(Record extracts Opens)
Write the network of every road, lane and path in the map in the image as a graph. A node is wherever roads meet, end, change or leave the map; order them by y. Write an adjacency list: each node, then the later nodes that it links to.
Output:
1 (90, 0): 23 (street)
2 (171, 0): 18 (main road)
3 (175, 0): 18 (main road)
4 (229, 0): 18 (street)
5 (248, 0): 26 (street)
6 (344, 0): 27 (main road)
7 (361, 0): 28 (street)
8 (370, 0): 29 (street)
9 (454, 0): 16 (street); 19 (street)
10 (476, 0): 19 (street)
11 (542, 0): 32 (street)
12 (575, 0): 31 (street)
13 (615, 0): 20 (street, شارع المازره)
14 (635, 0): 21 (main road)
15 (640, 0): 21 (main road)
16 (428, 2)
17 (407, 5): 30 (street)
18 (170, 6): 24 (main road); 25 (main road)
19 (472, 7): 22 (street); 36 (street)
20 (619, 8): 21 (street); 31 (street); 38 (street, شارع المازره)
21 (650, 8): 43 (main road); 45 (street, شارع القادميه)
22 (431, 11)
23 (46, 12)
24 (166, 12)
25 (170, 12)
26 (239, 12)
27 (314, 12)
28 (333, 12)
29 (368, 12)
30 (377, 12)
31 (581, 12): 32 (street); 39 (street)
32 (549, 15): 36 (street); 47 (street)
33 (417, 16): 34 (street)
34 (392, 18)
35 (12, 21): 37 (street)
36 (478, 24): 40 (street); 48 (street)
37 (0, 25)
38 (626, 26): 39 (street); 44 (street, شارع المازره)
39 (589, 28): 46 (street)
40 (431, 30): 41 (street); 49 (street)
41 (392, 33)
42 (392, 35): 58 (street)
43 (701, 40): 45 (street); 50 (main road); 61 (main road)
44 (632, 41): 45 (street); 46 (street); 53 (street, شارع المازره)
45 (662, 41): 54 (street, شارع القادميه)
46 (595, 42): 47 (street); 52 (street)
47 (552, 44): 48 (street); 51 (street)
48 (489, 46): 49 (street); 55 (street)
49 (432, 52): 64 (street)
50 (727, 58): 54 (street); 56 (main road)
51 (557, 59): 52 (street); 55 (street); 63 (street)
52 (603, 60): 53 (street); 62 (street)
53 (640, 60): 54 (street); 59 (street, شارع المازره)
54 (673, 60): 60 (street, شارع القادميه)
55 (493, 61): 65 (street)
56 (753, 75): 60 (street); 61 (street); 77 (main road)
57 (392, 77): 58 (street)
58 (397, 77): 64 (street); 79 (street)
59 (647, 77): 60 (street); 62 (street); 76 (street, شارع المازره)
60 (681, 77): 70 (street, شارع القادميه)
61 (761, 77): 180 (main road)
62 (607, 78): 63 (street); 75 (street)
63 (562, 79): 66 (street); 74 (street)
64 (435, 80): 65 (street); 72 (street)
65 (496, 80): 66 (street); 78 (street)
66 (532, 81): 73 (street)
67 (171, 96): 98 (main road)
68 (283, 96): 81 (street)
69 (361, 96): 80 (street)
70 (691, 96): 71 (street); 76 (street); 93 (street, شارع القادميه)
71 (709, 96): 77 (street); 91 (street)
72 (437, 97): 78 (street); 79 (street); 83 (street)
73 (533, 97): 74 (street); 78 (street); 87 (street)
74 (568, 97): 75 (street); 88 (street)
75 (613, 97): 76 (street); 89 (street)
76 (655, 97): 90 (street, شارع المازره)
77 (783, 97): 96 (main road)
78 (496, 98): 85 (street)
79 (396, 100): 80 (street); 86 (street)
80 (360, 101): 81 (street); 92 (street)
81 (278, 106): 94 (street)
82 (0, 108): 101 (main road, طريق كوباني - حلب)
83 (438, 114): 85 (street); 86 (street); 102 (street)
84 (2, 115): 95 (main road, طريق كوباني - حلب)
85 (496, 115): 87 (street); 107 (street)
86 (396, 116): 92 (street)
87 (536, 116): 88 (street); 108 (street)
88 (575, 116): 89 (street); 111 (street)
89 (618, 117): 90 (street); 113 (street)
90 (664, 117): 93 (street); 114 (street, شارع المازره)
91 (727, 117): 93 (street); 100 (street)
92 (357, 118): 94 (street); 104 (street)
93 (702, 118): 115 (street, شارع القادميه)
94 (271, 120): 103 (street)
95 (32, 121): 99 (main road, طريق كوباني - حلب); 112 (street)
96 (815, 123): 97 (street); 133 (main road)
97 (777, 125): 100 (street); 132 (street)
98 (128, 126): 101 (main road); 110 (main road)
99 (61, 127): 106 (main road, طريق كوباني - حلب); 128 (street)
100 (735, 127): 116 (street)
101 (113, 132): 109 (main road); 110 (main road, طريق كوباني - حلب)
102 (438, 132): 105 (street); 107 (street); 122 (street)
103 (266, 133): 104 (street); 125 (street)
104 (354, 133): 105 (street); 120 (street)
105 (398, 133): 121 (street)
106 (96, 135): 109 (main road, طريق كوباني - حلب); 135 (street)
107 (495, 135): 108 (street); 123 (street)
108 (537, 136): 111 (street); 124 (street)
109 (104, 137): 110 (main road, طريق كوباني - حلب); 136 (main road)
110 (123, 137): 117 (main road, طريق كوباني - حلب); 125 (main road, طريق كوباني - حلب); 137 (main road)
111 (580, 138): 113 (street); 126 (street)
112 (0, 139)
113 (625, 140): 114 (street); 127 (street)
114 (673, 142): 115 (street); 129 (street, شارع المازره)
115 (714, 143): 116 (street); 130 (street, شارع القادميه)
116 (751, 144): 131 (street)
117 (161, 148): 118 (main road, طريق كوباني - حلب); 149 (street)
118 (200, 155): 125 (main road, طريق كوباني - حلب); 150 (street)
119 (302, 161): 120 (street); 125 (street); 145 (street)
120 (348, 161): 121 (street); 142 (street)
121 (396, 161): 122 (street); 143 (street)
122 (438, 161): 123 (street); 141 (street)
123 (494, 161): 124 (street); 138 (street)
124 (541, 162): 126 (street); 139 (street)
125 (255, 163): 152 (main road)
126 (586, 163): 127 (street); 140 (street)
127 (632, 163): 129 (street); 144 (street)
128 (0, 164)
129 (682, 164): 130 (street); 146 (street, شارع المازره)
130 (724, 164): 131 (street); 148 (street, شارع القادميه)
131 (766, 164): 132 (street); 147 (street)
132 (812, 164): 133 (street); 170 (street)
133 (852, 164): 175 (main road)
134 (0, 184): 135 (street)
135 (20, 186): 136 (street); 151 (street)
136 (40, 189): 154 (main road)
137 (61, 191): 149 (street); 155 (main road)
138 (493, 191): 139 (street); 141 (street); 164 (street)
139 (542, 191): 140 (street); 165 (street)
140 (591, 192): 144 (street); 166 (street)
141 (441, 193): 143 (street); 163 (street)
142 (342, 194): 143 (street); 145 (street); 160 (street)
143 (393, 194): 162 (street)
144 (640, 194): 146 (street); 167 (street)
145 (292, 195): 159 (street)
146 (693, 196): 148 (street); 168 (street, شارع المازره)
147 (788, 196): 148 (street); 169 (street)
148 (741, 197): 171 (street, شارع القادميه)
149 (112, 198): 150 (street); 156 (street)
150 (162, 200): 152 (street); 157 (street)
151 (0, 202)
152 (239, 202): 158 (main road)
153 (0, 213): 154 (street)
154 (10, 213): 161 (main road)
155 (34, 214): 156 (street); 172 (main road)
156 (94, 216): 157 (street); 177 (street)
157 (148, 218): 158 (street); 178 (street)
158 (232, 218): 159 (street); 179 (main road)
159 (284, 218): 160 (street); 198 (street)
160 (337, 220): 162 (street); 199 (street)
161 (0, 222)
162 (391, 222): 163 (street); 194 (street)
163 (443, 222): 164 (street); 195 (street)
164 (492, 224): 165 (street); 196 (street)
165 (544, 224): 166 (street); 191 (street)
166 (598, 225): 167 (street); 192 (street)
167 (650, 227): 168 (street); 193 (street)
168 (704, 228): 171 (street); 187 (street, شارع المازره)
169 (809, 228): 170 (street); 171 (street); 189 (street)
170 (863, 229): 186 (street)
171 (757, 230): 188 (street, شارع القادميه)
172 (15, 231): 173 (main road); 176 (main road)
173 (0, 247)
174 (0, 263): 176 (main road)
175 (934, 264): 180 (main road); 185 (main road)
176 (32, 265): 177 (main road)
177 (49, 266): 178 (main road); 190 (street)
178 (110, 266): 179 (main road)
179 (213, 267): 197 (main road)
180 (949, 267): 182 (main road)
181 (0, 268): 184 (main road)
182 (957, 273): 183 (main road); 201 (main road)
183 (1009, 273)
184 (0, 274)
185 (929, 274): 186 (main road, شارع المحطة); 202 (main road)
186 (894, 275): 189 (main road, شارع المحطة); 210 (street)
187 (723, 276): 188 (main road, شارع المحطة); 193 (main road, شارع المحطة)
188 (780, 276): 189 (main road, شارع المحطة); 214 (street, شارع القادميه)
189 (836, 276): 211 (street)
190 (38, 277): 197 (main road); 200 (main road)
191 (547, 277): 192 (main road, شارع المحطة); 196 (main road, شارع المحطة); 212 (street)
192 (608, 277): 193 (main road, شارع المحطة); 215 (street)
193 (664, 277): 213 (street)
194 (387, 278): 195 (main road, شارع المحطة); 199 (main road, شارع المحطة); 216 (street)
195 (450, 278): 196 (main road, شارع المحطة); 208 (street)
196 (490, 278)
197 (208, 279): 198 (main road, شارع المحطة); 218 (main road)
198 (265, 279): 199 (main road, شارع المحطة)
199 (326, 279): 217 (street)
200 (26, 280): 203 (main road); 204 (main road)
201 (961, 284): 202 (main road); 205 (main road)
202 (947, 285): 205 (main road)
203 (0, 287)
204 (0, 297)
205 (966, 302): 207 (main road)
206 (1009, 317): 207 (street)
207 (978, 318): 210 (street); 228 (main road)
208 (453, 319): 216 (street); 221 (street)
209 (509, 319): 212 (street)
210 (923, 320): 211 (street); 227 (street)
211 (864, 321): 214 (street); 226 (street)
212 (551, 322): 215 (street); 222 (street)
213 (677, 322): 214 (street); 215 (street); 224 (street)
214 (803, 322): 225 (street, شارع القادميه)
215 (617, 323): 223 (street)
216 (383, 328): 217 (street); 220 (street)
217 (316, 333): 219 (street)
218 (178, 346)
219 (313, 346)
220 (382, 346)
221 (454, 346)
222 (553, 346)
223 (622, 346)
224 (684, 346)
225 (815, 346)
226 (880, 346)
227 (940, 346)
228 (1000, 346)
(Record extracts Closes)
Please report every line in the entries above that holds the string "المازره".

=== Exercise output ===
13 (615, 0): 20 (street, شارع المازره)
20 (619, 8): 21 (street); 31 (street); 38 (street, شارع المازره)
38 (626, 26): 39 (street); 44 (street, شارع المازره)
44 (632, 41): 45 (street); 46 (street); 53 (street, شارع المازره)
53 (640, 60): 54 (street); 59 (street, شارع المازره)
59 (647, 77): 60 (street); 62 (street); 76 (street, شارع المازره)
76 (655, 97): 90 (street, شارع المازره)
90 (664, 117): 93 (street); 114 (street, شارع المازره)
114 (673, 142): 115 (street); 129 (street, شارع المازره)
129 (682, 164): 130 (street); 146 (street, شارع المازره)
146 (693, 196): 148 (street); 168 (street, شارع المازره)
168 (704, 228): 171 (street); 187 (street, شارع المازره)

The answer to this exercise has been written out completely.